[Stored data entries]

⟨

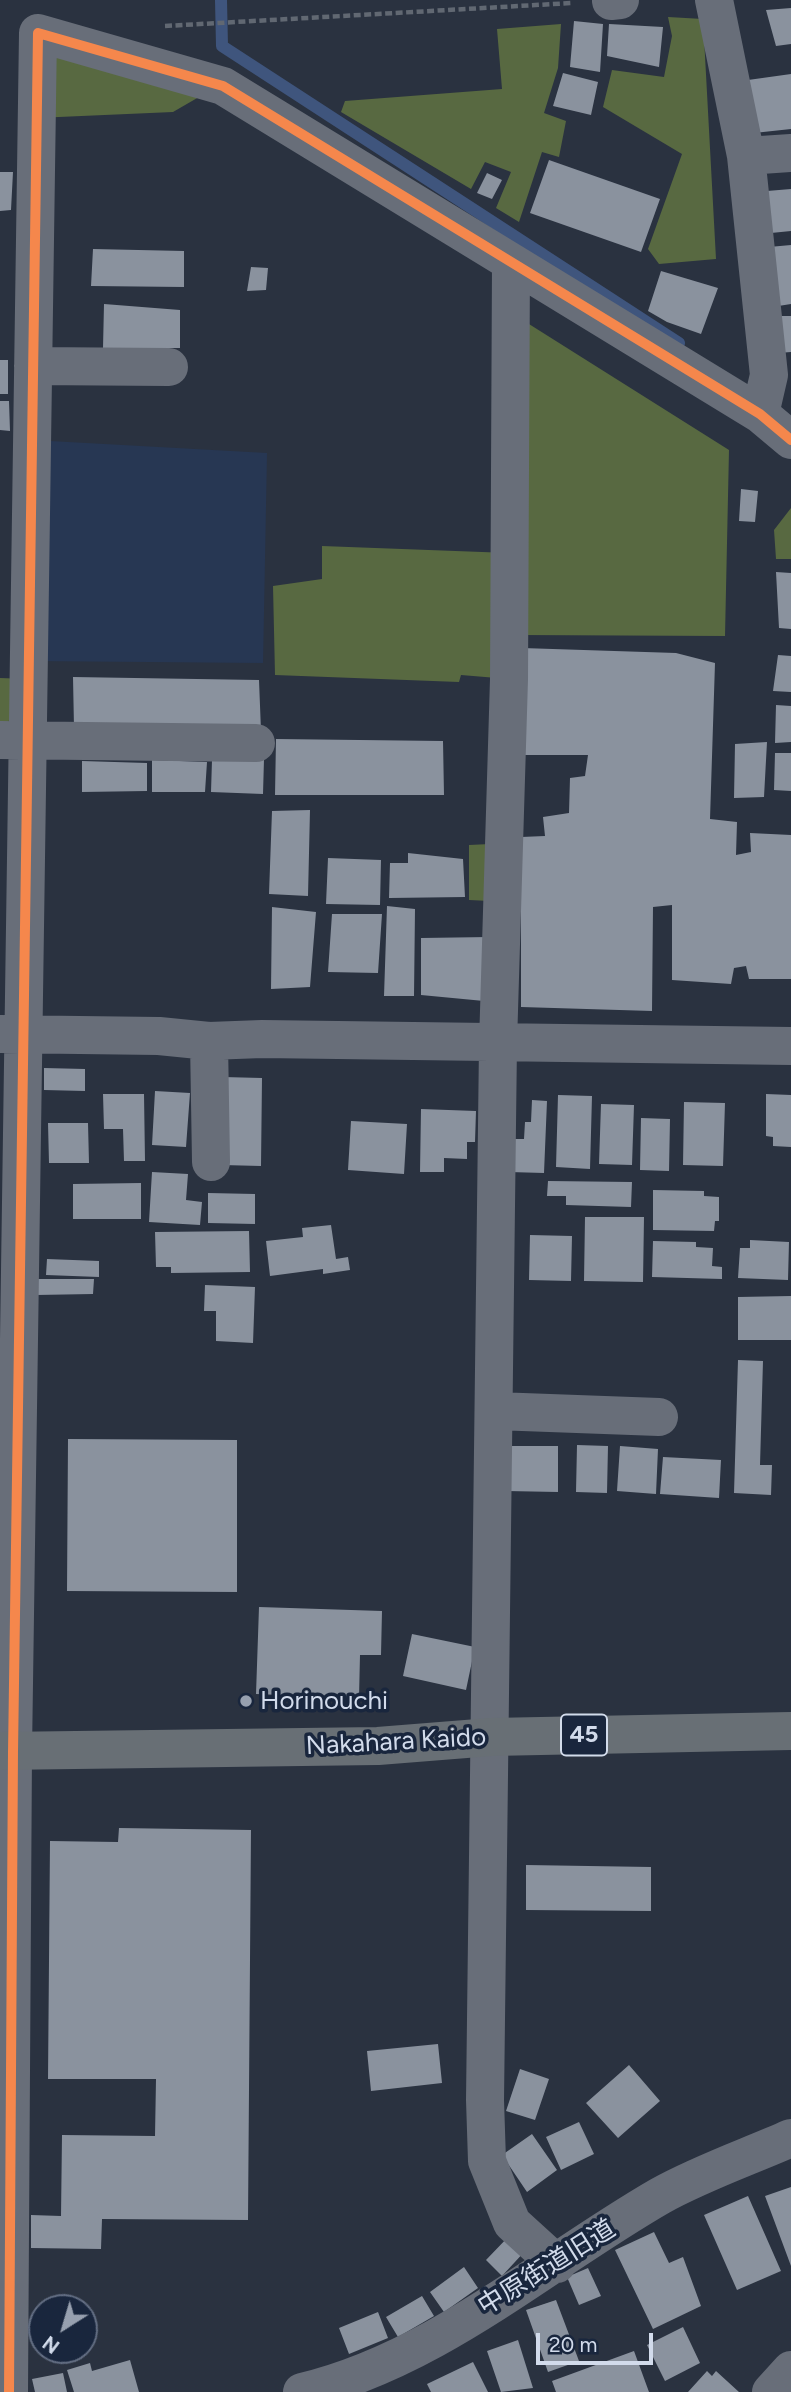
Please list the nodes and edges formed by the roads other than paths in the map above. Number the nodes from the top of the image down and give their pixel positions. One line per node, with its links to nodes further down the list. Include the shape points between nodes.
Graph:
1 (714, 0): 3 (street)
2 (791, 153): 3 (street)
3 (746, 156): 7 (street)
4 (512, 262): 5 (street, via 223,86 38,33); 7 (street); 15 (street, via 509,679)
5 (33, 366): 6 (street); 9 (street)
6 (169, 367)
7 (770, 390): 8 (street)
8 (791, 440)
9 (15, 593): 10 (street)
10 (14, 741): 11 (street); 12 (street)
11 (256, 743)
12 (13, 847): 13 (street)
13 (12, 1034): 14 (street); 20 (street)
14 (209, 1041): 15 (street); 17 (street)
15 (498, 1044): 16 (street); 18 (street)
16 (791, 1046)
17 (211, 1162)
18 (495, 1411): 19 (street); 23 (street)
19 (659, 1417)
20 (8, 1547): 21 (street)
21 (7, 1652): 24 (street)
22 (791, 1731): 23 (main road, Nakahara Kaido / 45)
23 (491, 1737): 24 (main road, Nakahara Kaido / 45, via 378,1746); 27 (street, via 487,2161 512,2223)
24 (7, 1751): 25 (street)
25 (6, 2029): 29 (street)
26 (791, 2138): 27 (street, 中原街道旧道, via 661,2196)
27 (557, 2264): 30 (street, 中原街道旧道, via 403,2356)
28 (791, 2370): 31 (street)
29 (9, 2392)
30 (302, 2392)
31 (771, 2392)

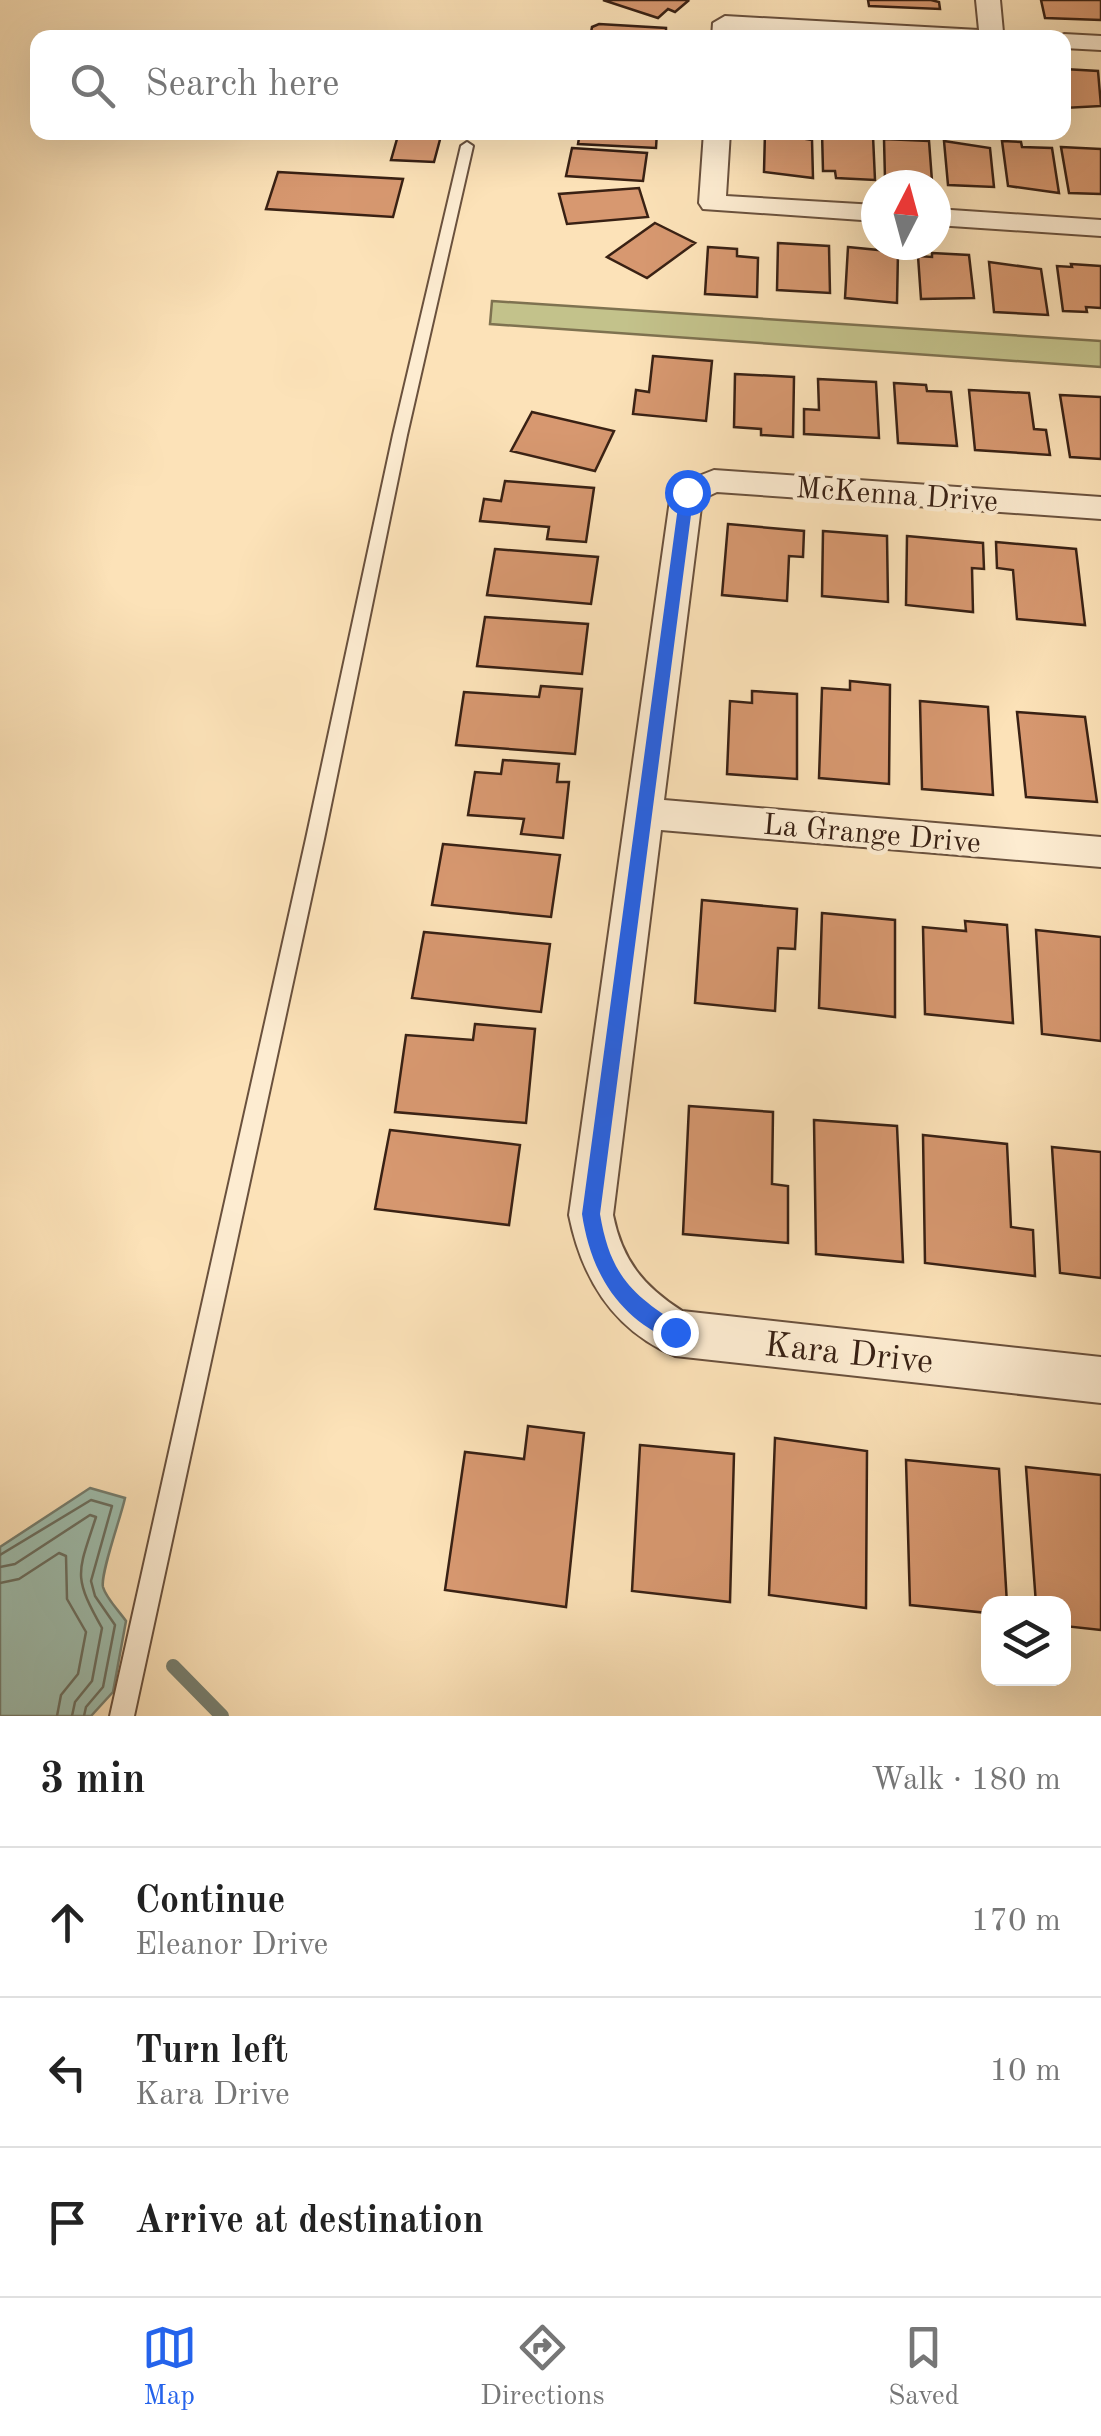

⟩

ASSIGNMENT ->
All of the data above needs to be given again exactly. Leave out each image.

WRITTEN RESPONSE ->
Please list the nodes and edges formed by the roads other than paths in the map above. Number the nodes from the top of the image down and give their pixel positions. One line per node, with its links to nodes further down the list. Include the shape points between nodes.
Graph:
1 (714, 0): 3 (street)
2 (791, 153): 3 (street)
3 (746, 156): 7 (street)
4 (512, 262): 5 (street, via 223,86 38,33); 7 (street); 15 (street, via 509,679)
5 (33, 366): 6 (street); 9 (street)
6 (169, 367)
7 (770, 390): 8 (street)
8 (791, 440)
9 (15, 593): 10 (street)
10 (14, 741): 11 (street); 12 (street)
11 (256, 743)
12 (13, 847): 13 (street)
13 (12, 1034): 14 (street); 20 (street)
14 (209, 1041): 15 (street); 17 (street)
15 (498, 1044): 16 (street); 18 (street)
16 (791, 1046)
17 (211, 1162)
18 (495, 1411): 19 (street); 23 (street)
19 (659, 1417)
20 (8, 1547): 21 (street)
21 (7, 1652): 24 (street)
22 (791, 1731): 23 (main road, Nakahara Kaido / 45)
23 (491, 1737): 24 (main road, Nakahara Kaido / 45, via 378,1746); 27 (street, via 487,2161 512,2223)
24 (7, 1751): 25 (street)
25 (6, 2029): 29 (street)
26 (791, 2138): 27 (street, 中原街道旧道, via 661,2196)
27 (557, 2264): 30 (street, 中原街道旧道, via 403,2356)
28 (791, 2370): 31 (street)
29 (9, 2392)
30 (302, 2392)
31 (771, 2392)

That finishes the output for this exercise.